───── SUPPLIED ENTRIES

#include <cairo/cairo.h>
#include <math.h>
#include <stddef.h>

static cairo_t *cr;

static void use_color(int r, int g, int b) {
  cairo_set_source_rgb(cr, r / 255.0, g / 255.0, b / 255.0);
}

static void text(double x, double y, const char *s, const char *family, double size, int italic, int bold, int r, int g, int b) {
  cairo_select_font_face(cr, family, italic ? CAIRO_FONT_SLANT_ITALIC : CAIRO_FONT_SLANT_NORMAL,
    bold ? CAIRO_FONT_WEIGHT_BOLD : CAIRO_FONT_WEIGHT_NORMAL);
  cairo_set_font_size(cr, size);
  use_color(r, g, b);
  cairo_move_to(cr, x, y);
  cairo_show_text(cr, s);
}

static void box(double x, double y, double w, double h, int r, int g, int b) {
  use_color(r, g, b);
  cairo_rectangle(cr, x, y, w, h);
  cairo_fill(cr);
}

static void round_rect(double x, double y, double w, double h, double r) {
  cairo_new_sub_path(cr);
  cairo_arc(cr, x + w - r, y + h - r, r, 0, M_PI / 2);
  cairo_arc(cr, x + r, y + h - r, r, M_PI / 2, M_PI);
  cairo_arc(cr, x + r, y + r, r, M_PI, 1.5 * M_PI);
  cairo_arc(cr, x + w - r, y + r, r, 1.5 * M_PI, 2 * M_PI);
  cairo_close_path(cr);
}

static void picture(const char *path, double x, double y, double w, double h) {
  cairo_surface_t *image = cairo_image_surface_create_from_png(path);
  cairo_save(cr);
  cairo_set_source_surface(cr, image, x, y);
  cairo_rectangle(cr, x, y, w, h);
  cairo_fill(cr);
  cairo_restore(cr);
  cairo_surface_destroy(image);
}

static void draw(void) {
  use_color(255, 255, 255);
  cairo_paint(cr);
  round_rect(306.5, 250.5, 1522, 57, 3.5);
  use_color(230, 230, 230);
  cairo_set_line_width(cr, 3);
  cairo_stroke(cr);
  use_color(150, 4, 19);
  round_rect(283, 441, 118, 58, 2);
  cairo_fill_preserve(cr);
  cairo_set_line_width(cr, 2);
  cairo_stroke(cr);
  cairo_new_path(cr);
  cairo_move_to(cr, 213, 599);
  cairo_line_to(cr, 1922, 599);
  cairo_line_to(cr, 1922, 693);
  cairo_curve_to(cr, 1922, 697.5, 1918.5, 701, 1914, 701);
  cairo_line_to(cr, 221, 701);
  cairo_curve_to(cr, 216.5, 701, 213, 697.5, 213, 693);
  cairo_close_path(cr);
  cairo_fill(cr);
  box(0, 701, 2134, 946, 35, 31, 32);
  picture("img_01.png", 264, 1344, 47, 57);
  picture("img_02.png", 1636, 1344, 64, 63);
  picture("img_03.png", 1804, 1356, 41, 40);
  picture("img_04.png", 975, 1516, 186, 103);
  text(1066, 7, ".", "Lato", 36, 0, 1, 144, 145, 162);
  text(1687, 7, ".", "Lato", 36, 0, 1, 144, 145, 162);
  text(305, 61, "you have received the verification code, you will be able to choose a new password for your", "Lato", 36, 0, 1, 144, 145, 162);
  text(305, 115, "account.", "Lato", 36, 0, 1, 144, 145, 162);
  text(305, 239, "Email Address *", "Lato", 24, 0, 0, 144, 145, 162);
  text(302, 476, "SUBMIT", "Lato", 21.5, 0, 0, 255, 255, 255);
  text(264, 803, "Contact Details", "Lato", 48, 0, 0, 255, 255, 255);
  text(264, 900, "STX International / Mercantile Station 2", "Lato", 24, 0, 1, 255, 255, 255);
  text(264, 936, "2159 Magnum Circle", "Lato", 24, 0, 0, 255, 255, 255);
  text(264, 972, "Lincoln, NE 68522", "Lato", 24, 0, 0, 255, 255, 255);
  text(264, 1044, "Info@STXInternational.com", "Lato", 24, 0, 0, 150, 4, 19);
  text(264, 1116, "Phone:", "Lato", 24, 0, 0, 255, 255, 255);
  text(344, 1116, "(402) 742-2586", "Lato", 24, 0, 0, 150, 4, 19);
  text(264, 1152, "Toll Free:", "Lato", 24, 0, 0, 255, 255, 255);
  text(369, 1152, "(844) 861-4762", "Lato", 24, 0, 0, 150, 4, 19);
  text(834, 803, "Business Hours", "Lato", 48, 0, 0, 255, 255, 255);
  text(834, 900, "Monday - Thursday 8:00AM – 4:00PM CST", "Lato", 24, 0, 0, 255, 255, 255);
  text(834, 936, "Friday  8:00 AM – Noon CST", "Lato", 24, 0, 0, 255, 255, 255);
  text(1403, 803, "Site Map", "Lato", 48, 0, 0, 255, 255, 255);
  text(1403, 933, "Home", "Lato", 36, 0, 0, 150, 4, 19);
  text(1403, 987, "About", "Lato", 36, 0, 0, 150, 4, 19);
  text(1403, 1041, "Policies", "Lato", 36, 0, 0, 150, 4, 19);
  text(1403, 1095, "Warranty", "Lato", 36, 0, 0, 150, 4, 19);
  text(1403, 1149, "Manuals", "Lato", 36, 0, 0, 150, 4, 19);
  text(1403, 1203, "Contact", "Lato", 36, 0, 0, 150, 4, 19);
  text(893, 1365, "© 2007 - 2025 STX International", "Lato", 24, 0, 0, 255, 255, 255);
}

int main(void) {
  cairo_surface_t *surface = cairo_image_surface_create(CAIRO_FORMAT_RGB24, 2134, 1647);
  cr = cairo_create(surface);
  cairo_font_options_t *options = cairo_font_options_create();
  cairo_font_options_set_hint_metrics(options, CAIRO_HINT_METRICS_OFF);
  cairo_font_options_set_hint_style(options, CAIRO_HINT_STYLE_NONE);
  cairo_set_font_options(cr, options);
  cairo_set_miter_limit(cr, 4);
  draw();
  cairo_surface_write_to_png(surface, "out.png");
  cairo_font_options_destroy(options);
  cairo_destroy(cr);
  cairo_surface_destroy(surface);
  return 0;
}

──────────

Search the records for the word "italic", then list every line that has it.

static void text(double x, double y, const char *s, const char *family, double size, int italic, int bold, int r, int g, int b) {
  cairo_select_font_face(cr, family, italic ? CAIRO_FONT_SLANT_ITALIC : CAIRO_FONT_SLANT_NORMAL,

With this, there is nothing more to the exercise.